Throughout the novel many aspects of living with M.E are explored; from the importance of pacing and tackling activity in manageable chunks to the debilitating nature of PEM. As well as the isolation, loneliness and overwhelming desire to lead a normal life felt by many sufferers.
As the novel progresses Kasia makes gradual progress, establishing a daily routine that allows her to stabilise a baseline from which to build. The book accurately portrays how the journey of learning to manage a chronic illness is never straightforward; it’s not without the aspect of trial and error, the relapses and the setbacks. Sometimes no matter how careful you are, flares can still happen without an obvious reason.

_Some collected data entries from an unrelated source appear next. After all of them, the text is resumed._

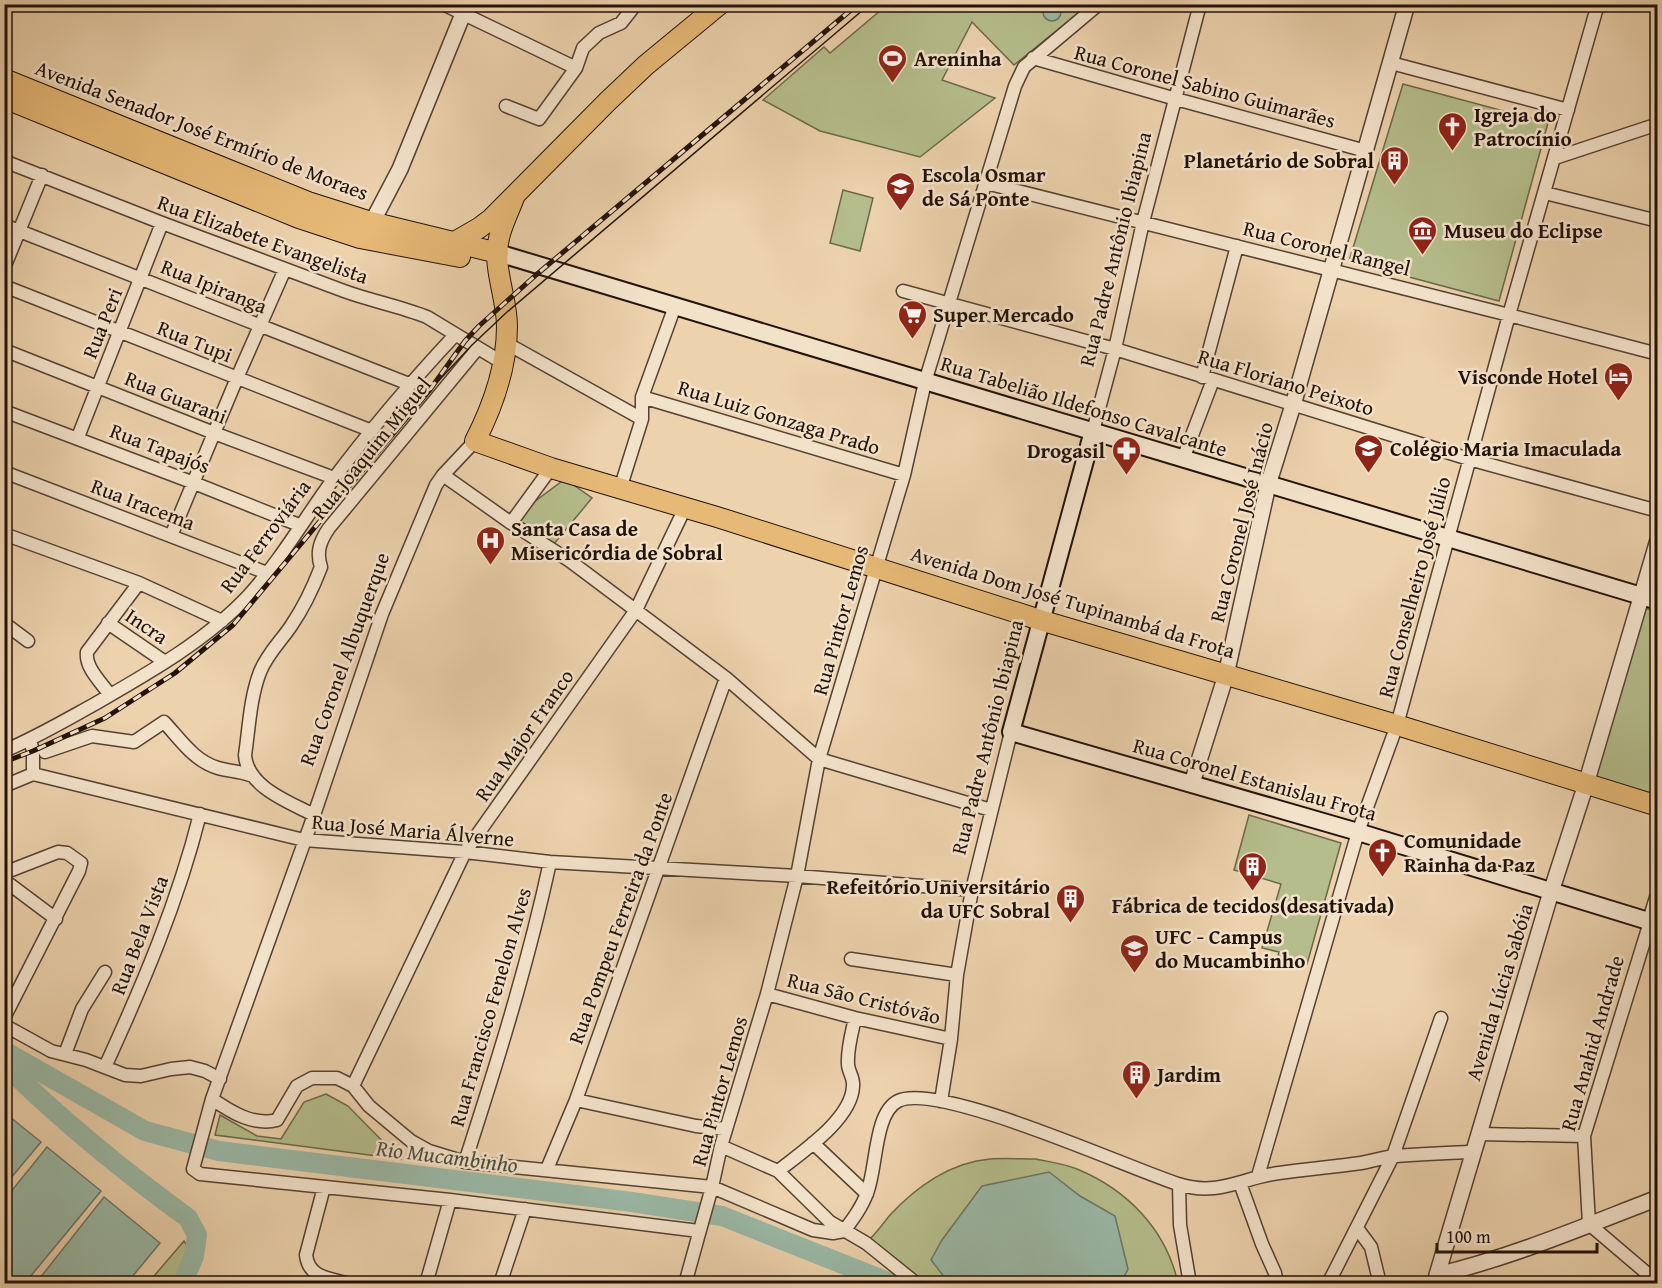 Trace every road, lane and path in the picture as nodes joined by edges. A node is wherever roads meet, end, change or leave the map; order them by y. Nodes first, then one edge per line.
1 (443, 4) edge
2 (636, 4) edge
3 (720, 4) edge
4 (1099, 4) edge
5 (1200, 4) edge
6 (1407, 4) edge
7 (1598, 4) edge
8 (466, 9) edge
9 (1034, 58) junction
10 (1391, 63) junction
11 (576, 68) junction
12 (4, 79) edge
13 (4, 98) edge
14 (1176, 99) junction
15 (506, 106) dead end
16 (1568, 110) junction
17 (1658, 124) edge
18 (1366, 151) junction
19 (1555, 158) junction
20 (4, 161) edge
21 (42, 175) junction
22 (986, 183) junction
23 (1545, 194) junction
24 (515, 195) junction
25 (1658, 221) edge
26 (1143, 222) junction
27 (162, 223) junction
28 (4, 225) edge
29 (366, 230) junction
30 (20, 231) junction
31 (453, 243) junction
32 (1237, 246) junction
33 (498, 259) junction
34 (4, 268) edge
35 (285, 269) junction
36 (1331, 270) junction
37 (141, 278) junction
38 (4, 286) edge
39 (903, 291) dead end
40 (949, 303) junction
41 (675, 306) junction
42 (1509, 315) junction
43 (260, 325) junction
44 (120, 332) junction
45 (455, 334) junction
46 (506, 343) junction
47 (478, 348) junction
48 (1115, 349) junction
49 (4, 350) edge
50 (1658, 354) edge
51 (502, 363) junction
52 (237, 378) junction
53 (1207, 379) junction
54 (925, 382) junction
55 (409, 384) junction
56 (98, 387) junction
57 (642, 397) junction
58 (1293, 405) junction
59 (4, 411) edge
60 (642, 419) junction
61 (372, 431) junction
62 (1093, 431) junction
63 (214, 433) junction
64 (78, 437) junction
65 (475, 441) junction
66 (1183, 459) junction
67 (1469, 459) junction
68 (551, 468) junction
69 (4, 472) edge
70 (443, 475) junction
71 (904, 475) junction
72 (334, 478) junction
73 (194, 483) junction
74 (1268, 485) junction
75 (620, 489) junction
76 (685, 508) junction
77 (1658, 511) edge
78 (511, 523) junction
79 (299, 525) junction
80 (4, 534) edge
81 (171, 536) junction
82 (1448, 538) junction
83 (1658, 540) edge
84 (875, 567) junction
85 (267, 573) junction
86 (139, 583) junction
87 (1640, 596) junction
88 (1658, 601) edge
89 (636, 610) junction
90 (1040, 620) junction
91 (222, 621) junction
92 (4, 623) edge
93 (108, 623) junction
94 (28, 641) dead end
95 (165, 662) junction
96 (1226, 675) junction
97 (726, 678) junction
98 (110, 695) junction
99 (1396, 725) junction
100 (1011, 732) junction
101 (30, 740) junction
102 (4, 751) edge
103 (45, 752) dead end
104 (819, 759) junction
105 (33, 774) junction
106 (250, 775) junction
107 (1192, 783) junction
108 (1586, 784) junction
109 (4, 786) edge
110 (1658, 806) edge
111 (992, 810) junction
112 (200, 814) junction
113 (314, 815) junction
114 (1358, 832) junction
115 (304, 840) junction
116 (465, 852) junction
117 (550, 862) junction
118 (658, 868) junction
119 (4, 873) edge
120 (797, 876) junction
121 (4, 880) edge
122 (972, 890) junction
123 (1551, 892) junction
124 (1658, 896) edge
125 (56, 919) junction
126 (1654, 923) edge
127 (851, 959) dead end
128 (105, 972) dead end
129 (957, 975) junction
130 (767, 994) junction
131 (4, 1018) edge
132 (855, 1018) junction
133 (1441, 1018) dead end
134 (4, 1025) edge
135 (951, 1039) junction
136 (65, 1054) junction
137 (105, 1067) junction
138 (220, 1079) junction
139 (353, 1086) junction
140 (212, 1099) junction
141 (576, 1100) junction
142 (941, 1101) junction
143 (726, 1129) junction
144 (1479, 1134) junction
145 (1584, 1136) junction
146 (813, 1143) junction
147 (721, 1146) junction
148 (1473, 1152) junction
149 (1393, 1156) junction
150 (465, 1162) junction
151 (547, 1169) junction
152 (778, 1171) junction
153 (1258, 1176) junction
154 (1240, 1183) junction
155 (1179, 1185) junction
156 (324, 1187) junction
157 (712, 1187) junction
158 (867, 1194) junction
159 (1658, 1198) edge
160 (450, 1200) junction
161 (525, 1209) junction
162 (1589, 1224) junction
163 (700, 1228) junction
164 (1358, 1228) junction
165 (844, 1231) junction
166 (1436, 1279) edge
167 (1654, 1282) edge
168 (350, 1284) edge
169 (426, 1284) edge
170 (500, 1284) edge
171 (685, 1284) edge
172 (917, 1284) edge
173 (1190, 1284) edge
174 (1277, 1284) edge
175 (1328, 1284) edge
176 (1380, 1284) edge

1 - 8 street
2 - 11 street
3 - 24 main road
4 - 9 street, Rua Pintor Lemos
5 - 14 street, Rua Padre Antônio Ibiapina
6 - 10 street, Rua Coronel José Inácio
7 - 16 street, Rua Conselheiro José Júlio
8 - 11 street
8 - 29 street
9 - 14 street, Rua Coronel Sabino Guimarães
9 - 22 street, Rua Pintor Lemos
10 - 16 street
10 - 18 street, Rua Coronel José Inácio
11 - 15 street
12 - 29 main road, Avenida Senador José Ermírio de Moraes
13 - 29 main road, Avenida Senador José Ermírio de Moraes
14 - 18 street, Rua Coronel Sabino Guimarães
14 - 26 street, Rua Padre Antônio Ibiapina
16 - 19 street, Rua Conselheiro José Júlio
17 - 19 street
18 - 36 street, Rua Coronel José Inácio
19 - 23 street, Rua Conselheiro José Júlio
20 - 21 street, Rua Elizabete Evangelista
21 - 27 street, Rua Elizabete Evangelista
21 - 30 street
22 - 26 street, Rua Coronel Rangel
22 - 40 street, Rua Pintor Lemos
23 - 25 street
23 - 42 street, Rua Conselheiro José Júlio
24 - 31 main road
24 - 33 main road
26 - 32 street, Rua Coronel Rangel
26 - 48 street, Rua Padre Antônio Ibiapina
27 - 35 street, Rua Elizabete Evangelista
27 - 37 street, Rua Peri
28 - 30 street, Rua Ipiranga
29 - 31 main road, Avenida Senador José Ermírio de Moraes
29 - 33 main road, Avenida Senador José Ermírio de Moraes
30 - 34 street
30 - 37 street, Rua Ipiranga
31 - 33 main road, Avenida Senador José Ermírio de Moraes
32 - 36 street, Rua Coronel Rangel
32 - 53 street
33 - 41 main road, Rua Tabelião Ildefonso Cavalcante
33 - 46 main road, Rua Coronel Albuquerque
35 - 43 street
35 - 45 street, Rua Elizabete Evangelista
36 - 42 street, Rua Coronel Rangel
36 - 58 street, Rua Coronel José Inácio
37 - 43 street, Rua Ipiranga
37 - 44 street, Rua Peri
38 - 44 street, Rua Tupi
39 - 40 street, Rua Floriano Peixoto
40 - 48 street, Rua Floriano Peixoto
40 - 54 street, Rua Pintor Lemos
41 - 54 main road, Rua Tabelião Ildefonso Cavalcante
41 - 57 street
42 - 50 street, Rua Coronel Rangel
42 - 67 street, Rua Conselheiro José Júlio
43 - 52 street
43 - 55 street, Rua Ipiranga
44 - 52 street, Rua Tupi
44 - 56 street, Rua Peri
45 - 47 street, Rua Elizabete Evangelista
45 - 55 street, Rua Ferroviária
46 - 51 main road, Rua Coronel Albuquerque
46 - 60 street
47 - 51 street, Rua Elizabete Evangelista
47 - 106 street, Rua Joaquim Miguel
48 - 53 street, Rua Floriano Peixoto
48 - 62 street, Rua Padre Antônio Ibiapina
49 - 56 street, Rua Guarani
51 - 65 main road, Rua Coronel Albuquerque
52 - 61 street, Rua Tupi
52 - 63 street
53 - 58 street, Rua Floriano Peixoto
53 - 66 street
54 - 62 main road, Rua Tabelião Ildefonso Cavalcante
54 - 71 street, Rua Pintor Lemos
55 - 61 street, Rua Ferroviária
56 - 63 street, Rua Guarani
56 - 64 street, Rua Peri
57 - 60 street
57 - 71 street, Rua Luiz Gonzaga Prado
58 - 67 street, Rua Floriano Peixoto
58 - 74 street, Rua Coronel José Inácio
59 - 64 street, Rua Tapajós
60 - 75 street
61 - 72 street, Rua Ferroviária
62 - 66 main road, Rua Tabelião Ildefonso Cavalcante
62 - 90 main road, Rua Padre Antônio Ibiapina
63 - 72 street, Rua Guarani
63 - 73 street
64 - 73 street, Rua Tapajós
65 - 68 main road, Avenida Dom José Tupinambá da Frota
65 - 70 street, Rua Coronel Albuquerque
66 - 74 main road, Rua Tabelião Ildefonso Cavalcante
67 - 77 street, Rua Floriano Peixoto
67 - 82 street, Rua Conselheiro José Júlio
68 - 75 main road, Avenida Dom José Tupinambá da Frota
68 - 78 street
69 - 81 street, Rua Iracema
70 - 78 street
70 - 113 street, Rua Coronel Albuquerque
71 - 84 street, Rua Pintor Lemos
72 - 79 street, Rua Ferroviária
73 - 79 street, Rua Tapajós
73 - 81 street
74 - 82 main road, Rua Tabelião Ildefonso Cavalcante
74 - 96 street, Rua Coronel José Inácio
75 - 76 main road, Avenida Dom José Tupinambá da Frota
76 - 84 main road, Avenida Dom José Tupinambá da Frota
76 - 89 street, Rua Major Franco
78 - 89 street
79 - 85 street, Rua Ferroviária
80 - 86 street
81 - 85 street, Rua Iracema
82 - 87 main road, Rua Tabelião Ildefonso Cavalcante
82 - 99 street, Rua Conselheiro José Júlio
83 - 87 street, Avenida Lúcia Sabóia
84 - 90 main road, Avenida Dom José Tupinambá da Frota
84 - 104 street, Rua Pintor Lemos
85 - 91 street, Rua Ferroviária
86 - 91 street
86 - 93 street
87 - 88 main road, Rua Tabelião Ildefonso Cavalcante
87 - 108 street, Avenida Lúcia Sabóia
89 - 97 street
89 - 116 street, Rua Major Franco
90 - 96 main road, Avenida Dom José Tupinambá da Frota
90 - 100 main road, Rua Padre Antônio Ibiapina
91 - 95 street, Rua Ferroviária
92 - 94 street
93 - 95 street, Incra
93 - 98 street
95 - 98 street, Rua Ferroviária
96 - 99 main road, Avenida Dom José Tupinambá da Frota
96 - 107 street, Rua Coronel José Inácio
97 - 104 street
97 - 118 street, Rua Pompeu Ferreira da Ponte
98 - 101 street, Rua Ferroviária
99 - 108 main road, Avenida Dom José Tupinambá da Frota
99 - 114 street, Rua Conselheiro José Júlio
100 - 107 main road, Rua Coronel Estanislau Frota
100 - 111 street, Rua Padre Antônio Ibiapina
101 - 102 street, Rua Ferroviária
101 - 105 street
103 - 106 street
104 - 111 street
104 - 120 street, Rua Pintor Lemos
105 - 109 street
105 - 112 street, Rua José Maria Álverne
106 - 113 street
107 - 114 main road, Rua Coronel Estanislau Frota
108 - 110 main road, Avenida Dom José Tupinambá da Frota
108 - 123 street, Avenida Lúcia Sabóia
111 - 122 street, Rua Padre Antônio Ibiapina
112 - 115 street, Rua José Maria Álverne
112 - 137 street, Rua Bela Vista
113 - 115 street, Rua Coronel Albuquerque
114 - 123 main road, Rua Coronel Estanislau Frota
114 - 153 street, Rua Conselheiro José Júlio
115 - 116 street, Rua José Maria Álverne
115 - 138 street, Rua Coronel Albuquerque
116 - 117 street, Rua José Maria Álverne
116 - 139 street, Rua Major Franco
117 - 118 street, Rua José Maria Álverne
117 - 150 street, Rua Francisco Fenelon Alves
118 - 120 street, Rua José Maria Álverne
118 - 141 street, Rua Pompeu Ferreira da Ponte
119 - 125 street
120 - 122 street, Rua José Maria Álverne
120 - 130 street, Rua Pintor Lemos
121 - 125 street
122 - 129 street, Rua Padre Antônio Ibiapina
123 - 126 main road, Rua Coronel Estanislau Frota
123 - 144 street, Avenida Lúcia Sabóia
124 - 126 street, Rua Anahid Andrade
125 - 131 street
126 - 145 street, Rua Anahid Andrade
127 - 129 street
128 - 136 street
129 - 135 street, Rua Padre Antônio Ibiapina
130 - 132 street, Rua São Cristóvão
130 - 143 street, Rua Pintor Lemos
132 - 135 street, Rua São Cristóvão
132 - 146 street
133 - 149 street
134 - 136 street
135 - 142 street, Rua Padre Antônio Ibiapina
136 - 137 street
137 - 138 street
138 - 140 street, Rua Coronel Albuquerque
139 - 140 street
139 - 150 street
140 - 156 street, Rua Coronel Albuquerque
141 - 143 street
141 - 151 street, Rua Pompeu Ferreira da Ponte
142 - 155 street
142 - 158 street
143 - 147 street, Rua Pintor Lemos
144 - 145 street
144 - 148 street, Avenida Lúcia Sabóia
145 - 162 street, Rua Anahid Andrade
146 - 152 street
146 - 158 street
147 - 152 street
147 - 157 street, Rua Pintor Lemos
148 - 149 street
148 - 166 street, Avenida Lúcia Sabóia
149 - 153 street
149 - 164 street
150 - 151 street
151 - 157 street
152 - 165 street
153 - 154 street
154 - 155 street
154 - 174 street
155 - 173 street
156 - 160 street
156 - 168 street
157 - 163 street, Rua Pintor Lemos
157 - 165 street
158 - 165 street
159 - 162 street
160 - 161 street
160 - 169 street
161 - 163 street
161 - 170 street
162 - 166 street
162 - 167 street
163 - 171 street, Rua Pintor Lemos
164 - 175 street
164 - 176 street
165 - 172 street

The frustration flares and PEM cause is also portrayed brilliantly. The way in which us chronically ill folk often seek to blame ourselves for the increase of symptoms “because we should have known better than to push it.” But in reality we are seeking to enjoy opportunities and events as much as the average healthy person. So sometimes pushing it a little bit to have some fun is needed, it makes us human.
It wasn’t until after reading the book I realised that Penny herself had lived experience of life with M.E, falling ill aged 25 whilst working as a teacher. After over a decade of varying symptom levels Penny deems herself as better “about 60 to 70 percent” explaining in this piece “I live a full life and I value every moment but I have limitations. I don’t have anywhere near the energy of the average person my age. I can’t work full time. If I do too much, the leg pain and swollen glands and exhaustion return. I still have to be careful. I am better – but not recovered.”
This book is incredibly important to me. I won’t lie, reading it made me particularly emotional. It was the first time in a long time I had been able to fully identify with a book character with every part of me. To see my struggles reflected back to me in the pages, something I had missed for a very long time.